South African rugby union club, based in Cape Town

Villager Football Club was established on 2 June 1876 and claims to be the second oldest rugby club in Cape Town, South Africa. Villager FC were scheduled to play against Stellenbosch Rugby Football Club in the first official match at Newlands Stadium after it opened on 31 May 1890. Many notable South African rugby players began their careers at the club, including Paddy Carolin, vice-captain on the 1906 Springbok tour to Europe, and former 800m track world record holder Marcello Fiasconaro.

== Name ==
The club's name derives from the number of villages that spread west from Cape Town towards Simonstown during the colonial period, which later became suburbs of the city. Rugby's rules of football were only adopted by Villagers in 1879, who played according to Winchester's rules until then.

== Notable members ==
Villagers have produced the second most Springboks (58) of all South African rugby clubs, second only to Stellenbosch (Maties). The first Villager to represent was H.H Castens. Other prominent Villager Springboks include John Gainsford ( 33 tests) who coached Villager's under-20 teams in 1968, and served as President of Villager's from 2006-2010, Dave Stewart, HO de Villiers (14 ), Morné du Plessis (22), and Joel Stransky (22). Villager Nick Mallet not only played in 2 tests but also coached the national sides of South Africa and . In addition Villager FC produced 175 Western Province players.

Other prominent players include:

- Fairy Heatlie - Springbok (1891-1903); 5th Springbok captain (1896); caused Springboks to wear green jerseys; represented Argentina (1910)
- Doug Hopwood - first modern No. 8
- William Henry Milton - represented (1874–75); South African cricketer (1988–92); Administrator of Southern Rhodesia (1901–14)
- Frank Mellish - represented (1920–21; Springbok (1921–24); manager (1951 tour to Britain & France)
- Stephen Fry - Springbok (1951–55) & captain (1955)
- Paul Johnstone - Springbok (1951–56); captain, Oxford RFC (1954)
- Christian Stewart - represented (1991–95) & South Africa (1998)
- Percy Montgomery - Springbok (1997-2008); 3rd most caps as Springbok (102)
- Nick Easter - represented England (2007–15); 54 caps including 3 World Cups

== Villager School Sevens ==
In 1969, John Gainsford and Dave Stewart founded Villager School Sevens. Their aim was to give schoolboys, playing their last game in their school jerseys, a stimulating outing that encourages those who are not going to university, to join rugby clubs and continue in the true spirit of rugby. The tournament still runs every year in September.

==Club honours ==
Since 1925 Villager FC have won either the Grand Challenge Cup or Western Province Super League A title 13 times.

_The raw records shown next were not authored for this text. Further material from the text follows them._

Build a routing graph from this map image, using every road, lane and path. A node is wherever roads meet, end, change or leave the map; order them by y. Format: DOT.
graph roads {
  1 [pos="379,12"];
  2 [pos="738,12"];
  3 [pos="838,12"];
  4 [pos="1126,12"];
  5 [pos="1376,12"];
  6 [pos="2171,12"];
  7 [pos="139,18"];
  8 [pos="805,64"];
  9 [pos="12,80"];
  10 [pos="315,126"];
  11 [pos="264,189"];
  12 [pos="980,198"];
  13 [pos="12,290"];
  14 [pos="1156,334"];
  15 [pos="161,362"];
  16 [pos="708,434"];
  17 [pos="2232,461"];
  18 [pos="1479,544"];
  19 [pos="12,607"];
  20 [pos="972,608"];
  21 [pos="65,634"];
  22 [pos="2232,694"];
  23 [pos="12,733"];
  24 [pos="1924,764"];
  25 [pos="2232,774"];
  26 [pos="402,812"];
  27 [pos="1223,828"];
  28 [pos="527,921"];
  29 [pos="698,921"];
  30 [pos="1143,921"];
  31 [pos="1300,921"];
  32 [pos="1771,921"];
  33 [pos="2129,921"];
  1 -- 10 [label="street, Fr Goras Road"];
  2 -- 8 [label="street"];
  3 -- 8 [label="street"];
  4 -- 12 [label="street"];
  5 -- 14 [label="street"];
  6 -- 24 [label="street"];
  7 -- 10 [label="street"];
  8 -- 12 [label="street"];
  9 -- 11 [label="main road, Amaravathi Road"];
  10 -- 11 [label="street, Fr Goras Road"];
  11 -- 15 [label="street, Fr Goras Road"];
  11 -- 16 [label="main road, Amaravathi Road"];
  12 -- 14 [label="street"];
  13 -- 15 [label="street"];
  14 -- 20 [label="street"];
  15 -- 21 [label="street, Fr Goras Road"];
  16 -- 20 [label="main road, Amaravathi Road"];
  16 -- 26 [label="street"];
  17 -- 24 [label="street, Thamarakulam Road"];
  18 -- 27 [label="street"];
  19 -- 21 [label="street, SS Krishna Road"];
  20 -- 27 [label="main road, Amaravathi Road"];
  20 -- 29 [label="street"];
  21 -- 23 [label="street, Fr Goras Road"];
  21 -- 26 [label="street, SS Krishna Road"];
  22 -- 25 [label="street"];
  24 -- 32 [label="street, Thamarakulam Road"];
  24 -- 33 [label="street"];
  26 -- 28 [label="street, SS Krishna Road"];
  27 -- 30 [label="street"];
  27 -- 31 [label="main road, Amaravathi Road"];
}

The following refers to competitions that the club won between 1925 and 2001:

| Competition | Wins | Year |
| Super League A | 1 | 2000 |
| Grand Challenge Cup | 10 | 1997, 1981, 1979 (shared), 1973, 1958, 1953, 1935, 1934, 1931 (shared), 1925 |
| Lion Shield | 1 | 1989 |
| Town Challenge Cup | 9 | 1975, 1972, 1968, 1948, 1938, 1935, 1931, 1926, 1925 |
| Ohlssons Shield | 2 | 1981, 1979 |
| WP Competition | 3 | 1938, 1937, 1926 |
| Super League B | 1 | 2014 |

In 2017 the club was promoted to the Super League A. Struggling in the A league the club got demoted in 2015 and after a rebuilding process has been promoted once again to Super League A in 2017.